Building one of the nation’s most scenic parkways required seizures of many tracts of privately owned property by the North Carolina Department of Transportation. The process was contentious and expensive. In many places along the 469 miles of road linking the Great Smoky Mountain National Park to the Shenandoah National Park in Virginia, the Parkway could afford only narrow strips, opening up much of the adjacent property for development. For the route through the present-day Orchard, North Carolina condemned 73 acres and the 1500 apple trees growing there.

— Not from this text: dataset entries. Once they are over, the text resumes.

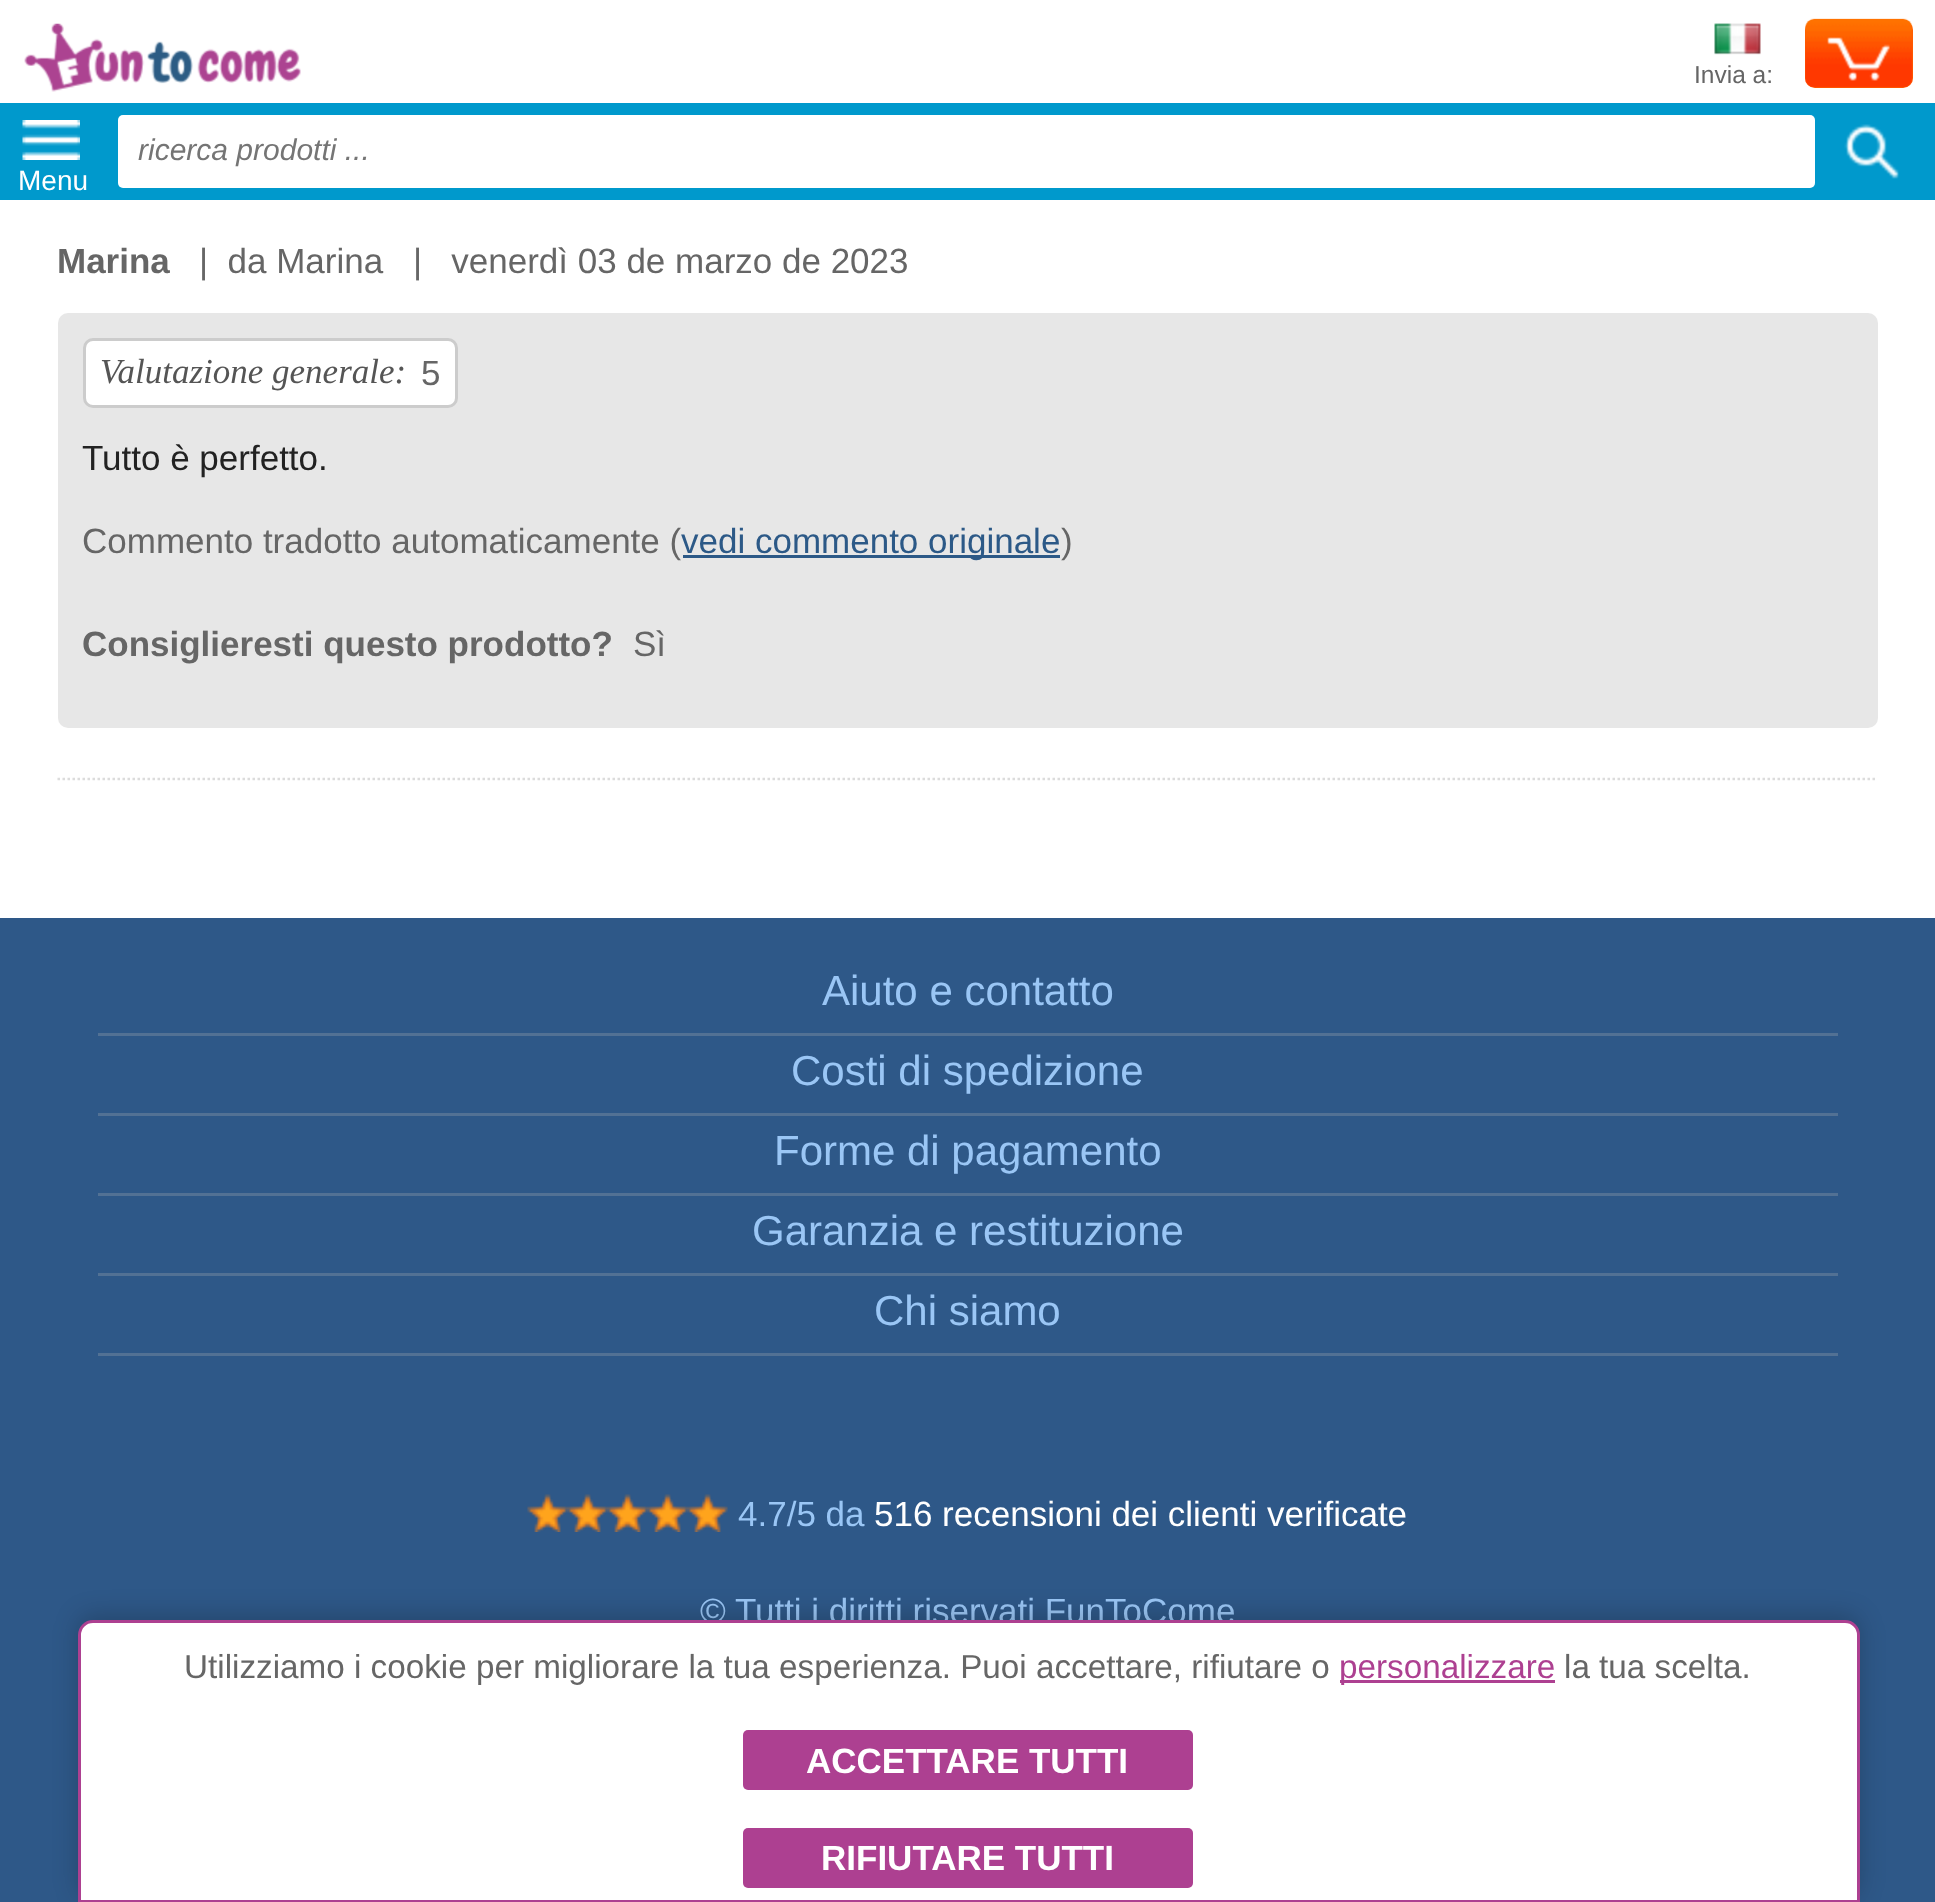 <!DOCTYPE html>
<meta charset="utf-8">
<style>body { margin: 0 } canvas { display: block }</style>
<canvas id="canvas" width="1935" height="1902"></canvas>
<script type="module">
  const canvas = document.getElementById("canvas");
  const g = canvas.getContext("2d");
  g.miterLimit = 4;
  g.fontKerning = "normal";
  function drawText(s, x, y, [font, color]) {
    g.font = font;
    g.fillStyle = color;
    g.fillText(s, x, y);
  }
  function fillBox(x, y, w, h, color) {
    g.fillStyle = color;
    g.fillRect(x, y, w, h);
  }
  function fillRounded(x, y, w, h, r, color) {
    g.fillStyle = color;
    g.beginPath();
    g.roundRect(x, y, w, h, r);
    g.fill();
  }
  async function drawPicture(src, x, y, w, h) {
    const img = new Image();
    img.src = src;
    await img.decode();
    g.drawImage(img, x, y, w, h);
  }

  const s1 = ["24.5px Liberation Sans", "#666666"];
  const s2 = ["italic 30px Liberation Sans", "#757575"];
  const s3 = ["28px Liberation Sans", "#FFFFFF"];
  const s4 = ["bold 35px Liberation Sans", "#666666"];
  const s5 = ["35px Liberation Sans", "#666666"];
  const s6 = ["italic 35px Liberation Serif", "#555555"];
  const s7 = ["35px Liberation Sans", "#222222"];
  const s8 = ["35px Liberation Sans", "#2C5987"];
  const s9 = ["42px Liberation Sans", "#9AC6F5"];
  const s10 = ["35px Liberation Sans", "#9AC6F5"];
  const s11 = ["35px Liberation Sans", "#FFFFFF"];
  const s12 = ["33.25px Liberation Sans", "#666666"];
  const s13 = ["33.25px Liberation Sans", "#AD4091"];
  const s14 = ["bold 35px Liberation Sans", "#FFFFFF"];

  fillBox(0, 0, 1935, 1902, "#FFFFFF");
  await drawPicture("pic1.png", 24, 23, 277, 69);
  await drawPicture("pic2.png", 1714, 23, 47, 32);
  drawText("Invia a:", 1694, 83, s1);
  fillRounded(1805, 20, 108, 68, 10, "#FF5D00");
  await drawPicture("pic3.png", 1805, 18, 108, 70);
  await drawPicture("pic4.png", 1827, 37, 63, 44);
  fillBox(0, 103, 1935, 97, "#0099CC");
  fillRounded(118, 115, 1697, 73, 5, "#FFFFFF");
  drawText("ricerca prodotti ...", 138, 160, s2);
  await drawPicture("pic5.png", 1844, 124, 55, 55);
  await drawPicture("pic6.png", 22, 120, 58, 40);
  drawText("Menu", 18, 190, s3);
  g.beginPath();
  g.moveTo(57.5, 779);
  g.lineTo(1877.5, 779);
  g.strokeStyle = "#DCDCDC";
  g.lineWidth = 2.5;
  g.setLineDash([2.5, 2.5]);
  g.stroke();
  drawText("Marina", 57, 273, s4);
  drawText("|  da Marina", 199, 273, s5);
  drawText("|   venerdì 03 de marzo de 2023", 413, 273, s5);
  fillRounded(58, 313, 1820, 415, 10, "#E7E7E7");
  g.fillStyle = "#FFFFFF";
  g.beginPath();
  g.roundRect(84.5, 339.5, 372, 67, 8.5);
  g.fill();
  g.strokeStyle = "#CCCCCC";
  g.lineWidth = 3;
  g.setLineDash([]);
  g.stroke();
  drawText("Valutazione generale:", 100, 383, s6);
  drawText("5", 421, 385, s5);
  drawText("Tutto è perfetto.", 82, 470, s7);
  drawText("Commento tradotto automaticamente (", 82, 553, s5);
  fillBox(683, 555, 377, 3, "#2C5987");
  drawText("vedi commento originale", 681, 553, s8);
  drawText(")", 1061, 553, s5);
  drawText("Consiglieresti questo prodotto?", 82, 656, s4);
  drawText("Sì", 633, 656, s5);
  fillBox(0, 918, 1935, 984, "#2E5888");
  fillBox(98, 1033, 1740, 3, "#527194");
  drawText("Aiuto e contatto", 822, 1005, s9);
  fillBox(98, 1113, 1740, 3, "#527194");
  drawText("Costi di spedizione", 791, 1085, s9);
  fillBox(98, 1193, 1740, 3, "#527194");
  drawText("Forme di pagamento", 774, 1165, s9);
  fillBox(98, 1273, 1740, 3, "#527194");
  drawText("Garanzia e restituzione", 752, 1245, s9);
  fillBox(98, 1353, 1740, 3, "#527194");
  drawText("Chi siamo", 874, 1325, s9);
  await drawPicture("pic7.png", 527, 1494, 201, 38);
  drawText("4.7/5 da", 738, 1526, s10);
  drawText("516 recensioni dei clienti verificate", 874, 1526, s11);
  drawText("© Tutti i diritti riservati FunToCome", 700, 1623, s10);
  g.fillStyle = "rgba(0, 0, 0, 0.2)";
  g.filter = "blur(12.5px)";
  g.beginPath();
  g.roundRect(78, 1615, 1782, 283, 15);
  g.fill();
  g.filter = "none";
  g.fillStyle = "#FFFFFF";
  g.beginPath();
  g.moveTo(93, 1621.5);
  g.lineTo(1845, 1621.5);
  g.bezierCurveTo(1852.5, 1621.5, 1858.5, 1627.5, 1858.5, 1635);
  g.lineTo(1858.5, 1901.5);
  g.lineTo(79.5, 1901.5);
  g.lineTo(79.5, 1635);
  g.bezierCurveTo(79.5, 1627.5, 85.5, 1621.5, 93, 1621.5);
  g.closePath();
  g.fill();
  g.strokeStyle = "#AD4091";
  g.stroke();
  drawText("Utilizziamo i cookie per migliorare la tua esperienza. Puoi accettare, rifiutare o", 184, 1678, s12);
  fillBox(1340, 1680, 215, 3, "#AD4091");
  drawText("personalizzare", 1339, 1678, s13);
  drawText("la tua scelta.", 1564, 1678, s12);
  fillRounded(743, 1730, 450, 60, 5, "#AD4091");
  drawText("ACCETTARE TUTTI", 806, 1773, s14);
  fillRounded(743, 1828, 450, 60, 5, "#AD4091");
  drawText("RIFIUTARE TUTTI", 821, 1870, s14);
</script> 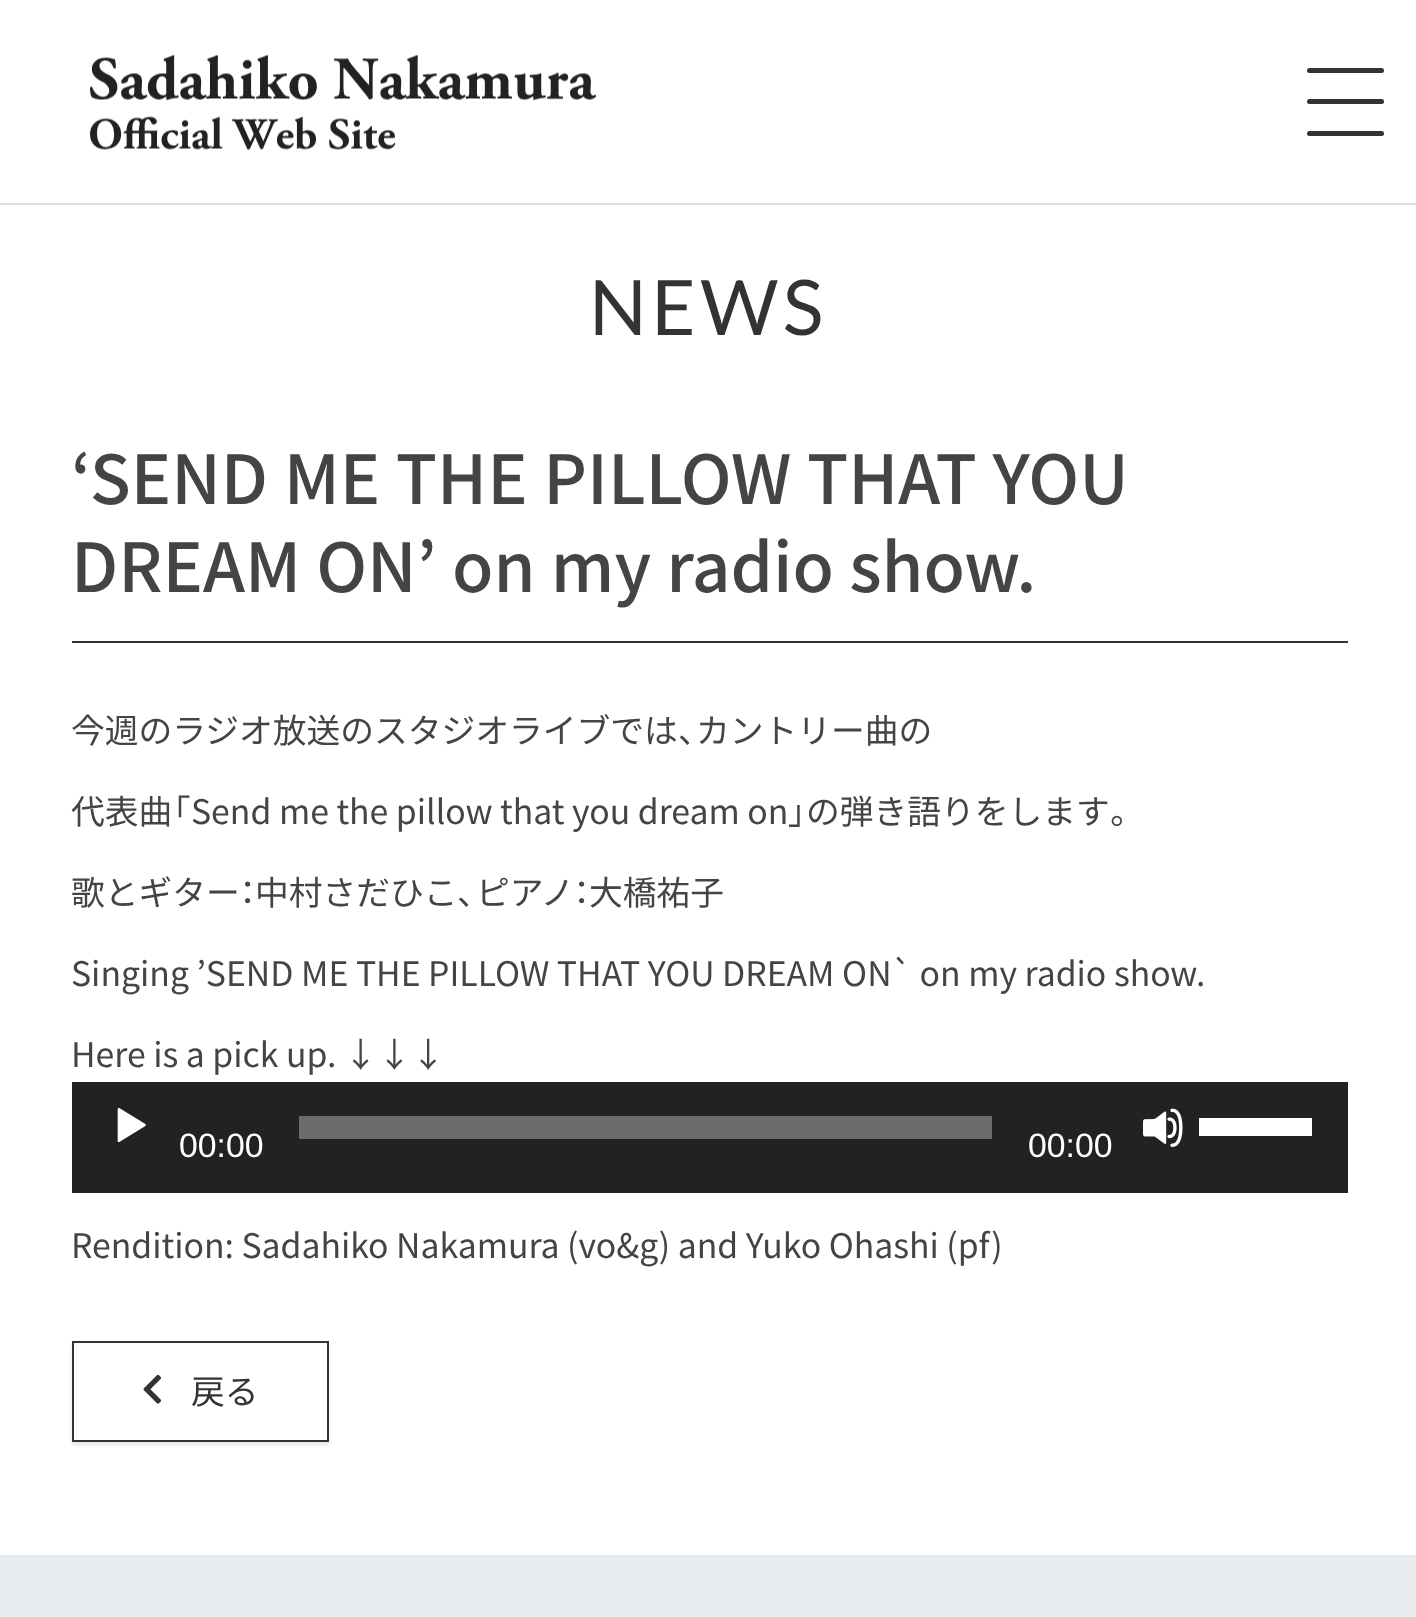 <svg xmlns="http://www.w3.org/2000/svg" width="1416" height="1617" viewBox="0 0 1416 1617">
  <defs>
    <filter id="blur1" x="-50%" y="-200%" width="200%" height="500%"><feGaussianBlur stdDeviation="2"/></filter>
  </defs>
  <rect width="100%" height="100%" fill="#ffffff"/>
  <rect x="0" y="203" width="1416" height="2" fill="#dddddd"/>
  <image x="90" y="54" width="506" height="96" href="img1.png"/>
  <rect x="1307" y="68" width="77" height="5" rx="2.5" fill="#333333"/>
  <rect x="1307" y="99" width="77" height="5" rx="2.5" fill="#333333"/>
  <rect x="1307" y="131" width="77" height="5" rx="2.5" fill="#333333"/>
  <text x="589" y="335" font-family="Lato" font-size="76.5" letter-spacing="4.5" fill="#333333">NEWS</text>
  <rect x="72" y="641" width="1276" height="2" fill="#333333"/>
  <text x="71" y="504" word-spacing="0.5" font-family="Noto Sans JP" font-size="67.5" font-weight="500" fill="#444444">‘SEND ME THE PILLOW THAT YOU</text>
  <text x="71" y="592" font-family="Noto Sans JP" font-size="67.5" font-weight="500" fill="#444444">DREAM ON’ on my radio show.</text>
  <text x="71" y="743" font-family="Noto Sans JP" font-size="33.75" fill="#444444">今週のラジオ放送のスタジオライブでは</text>
  <text x="678" y="743" font-family="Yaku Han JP" font-size="33.75" fill="#444444">、</text>
  <text x="696" y="743" font-family="Noto Sans JP" font-size="33.75" fill="#444444">カントリー曲の</text>
  <text x="71" y="824" font-family="Noto Sans JP" font-size="33.75" fill="#444444">代表曲</text>
  <text x="172" y="824" font-family="Yaku Han JP" font-size="33.75" fill="#444444">「</text>
  <text x="191" y="824" font-family="Noto Sans JP" font-size="33.75" fill="#444444">Send me the pillow that you dream on</text>
  <text x="788" y="824" font-family="Yaku Han JP" font-size="33.75" fill="#444444">」</text>
  <text x="806" y="824" font-family="Noto Sans JP" font-size="33.75" fill="#444444">の弾き語りをします</text>
  <text x="1110" y="824" font-family="Yaku Han JP" font-size="33.75" fill="#444444">。</text>
  <text x="71" y="905" font-family="Noto Sans JP" font-size="33.75" fill="#444444">歌とギター</text>
  <text x="240" y="905" font-family="Yaku Han JP" font-size="33.75" fill="#444444">：</text>
  <text x="255" y="905" font-family="Noto Sans JP" font-size="33.75" fill="#444444">中村さだひこ</text>
  <text x="457" y="905" font-family="Yaku Han JP" font-size="33.75" fill="#444444">、</text>
  <text x="476" y="905" font-family="Noto Sans JP" font-size="33.75" fill="#444444">ピアノ</text>
  <text x="574" y="905" font-family="Yaku Han JP" font-size="33.75" fill="#444444">：</text>
  <text x="589" y="905" font-family="Noto Sans JP" font-size="33.75" fill="#444444">大橋祐子</text>
  <text x="71" y="986" font-family="Noto Sans JP" font-size="33.75" fill="#444444">Singing ’SEND ME THE PILLOW THAT YOU DREAM ON` on my radio show.</text>
  <text x="71" y="1067" font-family="Noto Sans JP" font-size="33.75" fill="#444444">Here is a pick up. ↓↓↓</text>
  <rect x="72" y="1082" width="1276" height="111" fill="#222222"/>
  <image x="117" y="1107" width="29" height="36" href="img2.png"/>
  <rect x="299" y="1116" width="693" height="23" fill="#6b6b6b"/>
  <image x="1143" y="1108" width="40" height="39" href="img3.png"/>
  <rect x="1199" y="1118" width="113" height="18" fill="#ffffff"/>
  <text x="179" y="1157" font-family="Liberation Sans" font-size="33.75" fill="#ffffff">00:00</text>
  <text x="1028" y="1157" font-family="Liberation Sans" font-size="33.75" fill="#ffffff">00:00</text>
  <text x="71" y="1258" font-family="Noto Sans JP" font-size="33.75" fill="#444444">Rendition: Sadahiko Nakamura (vo&amp;g) and Yuko Ohashi (pf)</text>
  <rect x="72" y="1343" width="257" height="102" fill="#000000" fill-opacity="0.1" filter="url(#blur1)"/>
  <rect x="73" y="1342" width="255" height="99" fill="#ffffff" stroke="#333333" stroke-width="2"/>
  <image x="143" y="1374" width="18" height="30" href="img4.png"/>
  <text x="191" y="1404" font-family="Noto Sans JP" font-size="33.75" fill="#333333">戻る</text>
  <rect x="0" y="1555" width="1416" height="62" fill="#e8ecef"/>
</svg>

Nevertheless, this 52-year construction project has become the most visited park in the US National Park System, and has preserved thousands of acres of stunning mountain scenery and wildlife habitats. Early morning visitors along the Parkway near the Orchard may be enchanted to see a cloud “waterfall” gently whooshing down McKinney Gap. Seasons bring color changes, both extreme and subtle; clouds and
sun play hide and seek; stunning sunrises hearken the new day … the Parkway displays ever-changing delights for the traveler’s eye.